Influential Kids’ TV Executive Margaret Loesch Will Be The Subject Of A Documentary
Margaret Loesch, one of the most influential children’s tv executives of the 1980s and 1990s, will soon be the subject of a feature-length documentary.
Here are some details about Loesch and the film about her:
- After starting out in kids’ programming at NBC in 1975, Loesch went on to run Hanna-Barbera and Marvel Productions in the 1980s, and Fox Kids for much of the 1990s. More recently, she headed the Hub Network, a tv channel jointly owned by Hasbro and Discovery Communications (which was subsequently rebranded as Discovery Family).
- Loesch is responsible for some of the best-known kids’ shows of the 1980s and 1990s, most of them animated. Notably, she commissioned many comic book adaptations for Fox, including series of X-Men, Batman, and Spider-Man. She helped launch the Power Rangers franchise outside Japan. Her résumé also includes Animaniacs, Jim Henson’s Muppet Babies, The Smurfs, and My Little Pony Friendship is Magic.

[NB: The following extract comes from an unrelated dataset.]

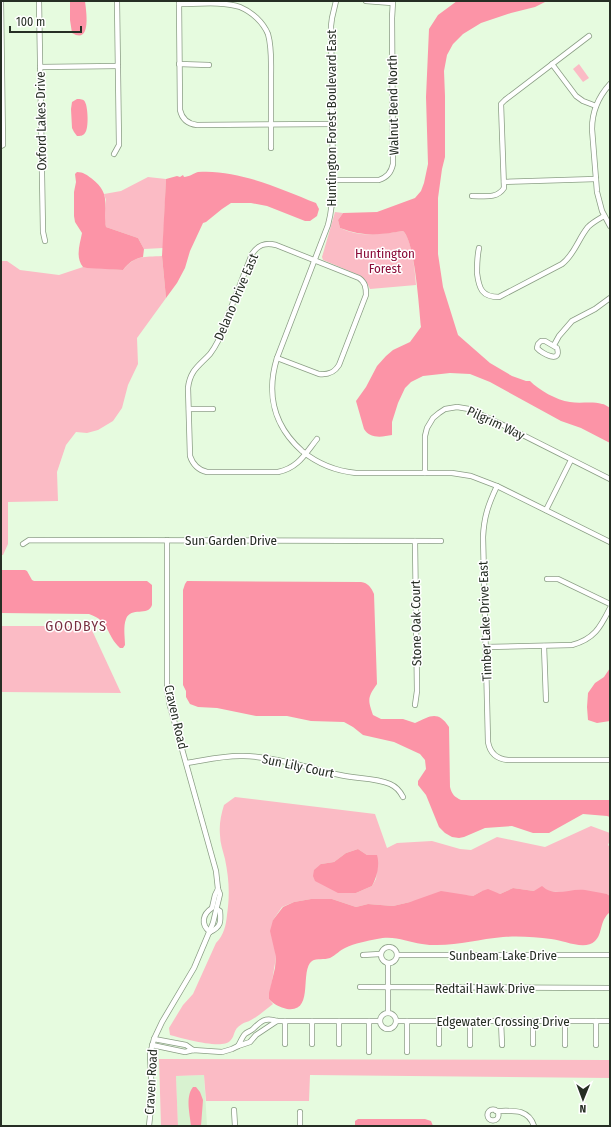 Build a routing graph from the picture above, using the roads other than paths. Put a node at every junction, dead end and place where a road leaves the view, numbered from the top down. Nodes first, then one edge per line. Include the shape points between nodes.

- The film about her will be directed by Brian Volk-Weiss (The Toys That Made Us, The Movies That Made Us) and Brian Stillman (Plastic Galaxy: The Story of The Star Wars Toys, Eye Of The Beholder: The Art Of Dungeons and Dragons), two veterans of pop culture docs.
- Volk-Weiss’s The Nacelle Company will produce the film, with Cisco Henson serving as executive producer. Founded in 2017, the company makes documentaries and tv shows with a range of partners, including Netflix, HBO, Discovery, A&E Networks, Hulu, Amazon, and Viacom.

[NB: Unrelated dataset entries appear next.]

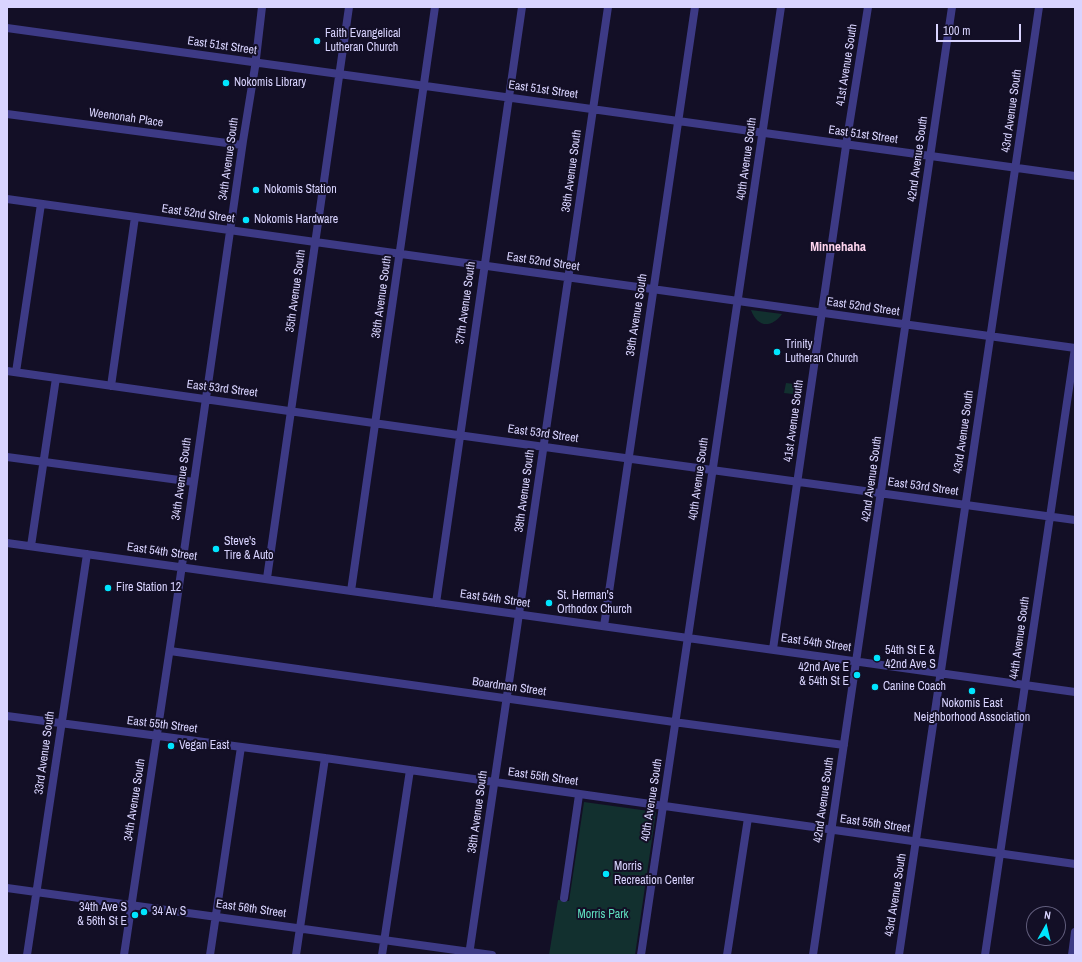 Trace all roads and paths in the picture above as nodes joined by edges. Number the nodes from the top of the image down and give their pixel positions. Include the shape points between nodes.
1 (262, 7) edge
2 (349, 7) edge
3 (435, 7) edge
4 (522, 7) edge
5 (608, 7) edge
6 (695, 7) edge
7 (781, 7) edge
8 (868, 7) edge
9 (952, 7) edge
10 (1039, 7) edge
11 (7, 28) edge
12 (255, 62) junction
13 (340, 74) junction
14 (424, 86) junction
15 (509, 98) junction
16 (593, 109) junction
17 (7, 114) edge
18 (678, 121) junction
19 (762, 133) junction
20 (847, 144) junction
21 (242, 145) junction
22 (931, 156) junction
23 (1015, 167) junction
24 (1075, 176) edge
25 (7, 199) edge
26 (41, 204) junction
27 (135, 217) junction
28 (231, 231) junction
29 (315, 243) junction
30 (400, 255) junction
31 (484, 266) junction
32 (569, 278) junction
33 (653, 290) junction
34 (737, 302) junction
35 (822, 313) junction
36 (906, 325) junction
37 (991, 336) junction
38 (1075, 348) edge
39 (7, 371) edge
40 (16, 372) junction
41 (56, 378) junction
42 (111, 386) junction
43 (206, 399) junction
44 (291, 411) junction
45 (376, 422) junction
46 (460, 435) junction
47 (544, 447) junction
48 (7, 457) edge
49 (628, 458) junction
50 (44, 462) junction
51 (713, 470) junction
52 (194, 482) junction
53 (797, 482) junction
54 (882, 493) junction
55 (966, 505) junction
56 (1050, 516) junction
57 (1075, 520) edge
58 (7, 543) edge
59 (31, 546) junction
60 (87, 554) junction
61 (182, 567) junction
62 (266, 578) junction
63 (351, 591) junction
64 (436, 603) junction
65 (520, 615) junction
66 (604, 626) junction
67 (688, 638) junction
68 (773, 650) junction
69 (170, 651) junction
70 (857, 661) junction
71 (941, 673) junction
72 (1026, 685) junction
73 (1075, 692) edge
74 (507, 699) junction
75 (7, 716) edge
76 (61, 723) junction
77 (676, 723) junction
78 (157, 736) junction
79 (844, 745) junction
80 (241, 747) junction
81 (324, 758) junction
82 (410, 770) junction
83 (494, 783) junction
84 (579, 794) junction
85 (664, 806) junction
86 (748, 818) junction
87 (832, 830) junction
88 (916, 842) junction
89 (1000, 854) junction
90 (1075, 864) edge
91 (7, 888) edge
92 (36, 892) junction
93 (564, 898) dead end
94 (132, 905) junction
95 (216, 916) junction
96 (301, 928) junction
97 (1075, 932) edge
98 (385, 940) junction
99 (469, 953) edge
100 (27, 955) edge
101 (124, 955) edge
102 (210, 955) edge
103 (296, 955) edge
104 (382, 955) edge
105 (492, 955) edge
106 (641, 955) edge
107 (727, 955) edge
108 (813, 955) edge
109 (899, 955) edge
110 (985, 955) edge
111 (1072, 955) edge

1 - 12 street, 34th Avenue South
2 - 13 street, 35th Avenue South
3 - 14 street, 36th Avenue South
4 - 15 street, 37th Avenue South
5 - 16 street, 38th Avenue South
6 - 18 street, 39th Avenue South
7 - 19 street, 40th Avenue South
8 - 20 street, 41st Avenue South
9 - 22 street, 42nd Avenue South
10 - 23 street, 43rd Avenue South
11 - 12 street, East 51st Street
12 - 13 street, East 51st Street
12 - 21 street, 34th Avenue South
13 - 14 street, East 51st Street
13 - 29 street, 35th Avenue South
14 - 15 street, East 51st Street
14 - 30 street, 36th Avenue South
15 - 16 street, East 51st Street
15 - 31 street, 37th Avenue South
16 - 18 street, East 51st Street
16 - 32 street, 38th Avenue South
17 - 21 street, Weenonah Place
18 - 19 street, East 51st Street
18 - 33 street, 39th Avenue South
19 - 20 street, East 51st Street
19 - 34 street, 40th Avenue South
20 - 22 street, East 51st Street
20 - 35 street, 41st Avenue South
21 - 28 street, 34th Avenue South
22 - 23 street, East 51st Street
22 - 36 street, 42nd Avenue South
23 - 24 street, East 51st Street
23 - 37 street, 43rd Avenue South
25 - 26 street, East 52nd Street
26 - 27 street, East 52nd Street
26 - 40 street
27 - 28 street, East 52nd Street
27 - 42 street
28 - 29 street, East 52nd Street
28 - 43 street, 34th Avenue South
29 - 30 street, East 52nd Street
29 - 44 street, 35th Avenue South
30 - 31 street, East 52nd Street
30 - 45 street, 36th Avenue South
31 - 32 street, East 52nd Street
31 - 46 street, 37th Avenue South
32 - 33 street, East 52nd Street
32 - 47 street, 38th Avenue South
33 - 34 street, East 52nd Street
33 - 49 street, 39th Avenue South
34 - 35 street, East 52nd Street
34 - 51 street, 40th Avenue South
35 - 36 street, East 52nd Street
35 - 53 street, 41st Avenue South
36 - 37 street, East 52nd Street
36 - 54 street, 42nd Avenue South
37 - 38 street, East 52nd Street
37 - 55 street, 43rd Avenue South
38 - 56 street, 44th Avenue South
39 - 40 street, East 53rd Street
40 - 41 street, East 53rd Street
41 - 42 street, East 53rd Street
41 - 50 street
42 - 43 street, East 53rd Street
43 - 44 street, East 53rd Street
43 - 52 street, 34th Avenue South
44 - 45 street, East 53rd Street
44 - 62 street, 35th Avenue South
45 - 46 street, East 53rd Street
45 - 63 street, 36th Avenue South
46 - 47 street, East 53rd Street
46 - 64 street, 37th Avenue South
47 - 49 street, East 53rd Street
47 - 65 street, 38th Avenue South
48 - 50 street
49 - 51 street, East 53rd Street
49 - 66 street, 39th Avenue South
50 - 52 street
50 - 59 street
51 - 53 street, East 53rd Street
51 - 67 street, 40th Avenue South
52 - 61 street, 34th Avenue South
53 - 54 street, East 53rd Street
53 - 68 street, 41st Avenue South
54 - 55 street, East 53rd Street
54 - 70 street, 42nd Avenue South
55 - 56 street, East 53rd Street
55 - 71 street, 43rd Avenue South
56 - 57 street, East 53rd Street
56 - 72 street, 44th Avenue South
58 - 59 street, East 54th Street
59 - 60 street, East 54th Street
60 - 61 street, East 54th Street
60 - 76 street, 33rd Avenue South
61 - 62 street, East 54th Street
61 - 69 street, 34th Avenue South
62 - 63 street, East 54th Street
63 - 64 street, East 54th Street
64 - 65 street, East 54th Street
65 - 66 street, East 54th Street
65 - 74 street, 38th Avenue South
66 - 67 street, East 54th Street
67 - 68 street, East 54th Street
67 - 77 street, 40th Avenue South
68 - 70 street, East 54th Street
69 - 74 street, Boardman Street
69 - 78 street, 34th Avenue South
70 - 71 street, East 54th Street
70 - 79 street, 42nd Avenue South
71 - 72 street, East 54th Street
71 - 88 street, 43rd Avenue South
72 - 73 street, East 54th Street
72 - 89 street, 44th Avenue South
74 - 77 street, Boardman Street
74 - 83 street, 38th Avenue South
75 - 76 street, East 55th Street
76 - 78 street, East 55th Street
76 - 92 street, 33rd Avenue South
77 - 79 street, Boardman Street
77 - 85 street, 40th Avenue South
78 - 80 street, East 55th Street
78 - 94 street, 34th Avenue South
79 - 87 street, 42nd Avenue South
80 - 81 street, East 55th Street
80 - 95 street
81 - 82 street, East 55th Street
81 - 96 street
82 - 83 street, East 55th Street
82 - 98 street
83 - 84 street, East 55th Street
83 - 99 street, 38th Avenue South
84 - 85 street, East 55th Street
84 - 93 street
85 - 86 street, East 55th Street
85 - 106 street, 40th Avenue South
86 - 87 street, East 55th Street
86 - 107 street
87 - 88 street, East 55th Street
87 - 108 street, 42nd Avenue South
88 - 89 street, East 55th Street
88 - 109 street, 43rd Avenue South
89 - 90 street, East 55th Street
89 - 110 street, 44th Avenue South
91 - 92 street, East 56th Street
92 - 94 street, East 56th Street
92 - 100 street, 33rd Avenue South
94 - 95 street, East 56th Street
94 - 101 street, 34th Avenue South
95 - 96 street, East 56th Street
95 - 102 street
96 - 98 street, East 56th Street
96 - 103 street
97 - 111 street
98 - 99 street, East 56th Street
98 - 104 street
99 - 105 street, East 56th Street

- In a 2007 interview with the website Blast from the Past, Loesch credits her stint at Fox with laying the groundwork for the recent boom in comic book movies: “I think Fox Kids definitely was the impetus for the whole comic book revolution since we dramatically raised the whole awareness of the Marvel characters.”
Distribution plans and broadcasters for the documentary have not been announced at this time.
News of the documentary was first reported by Deadline.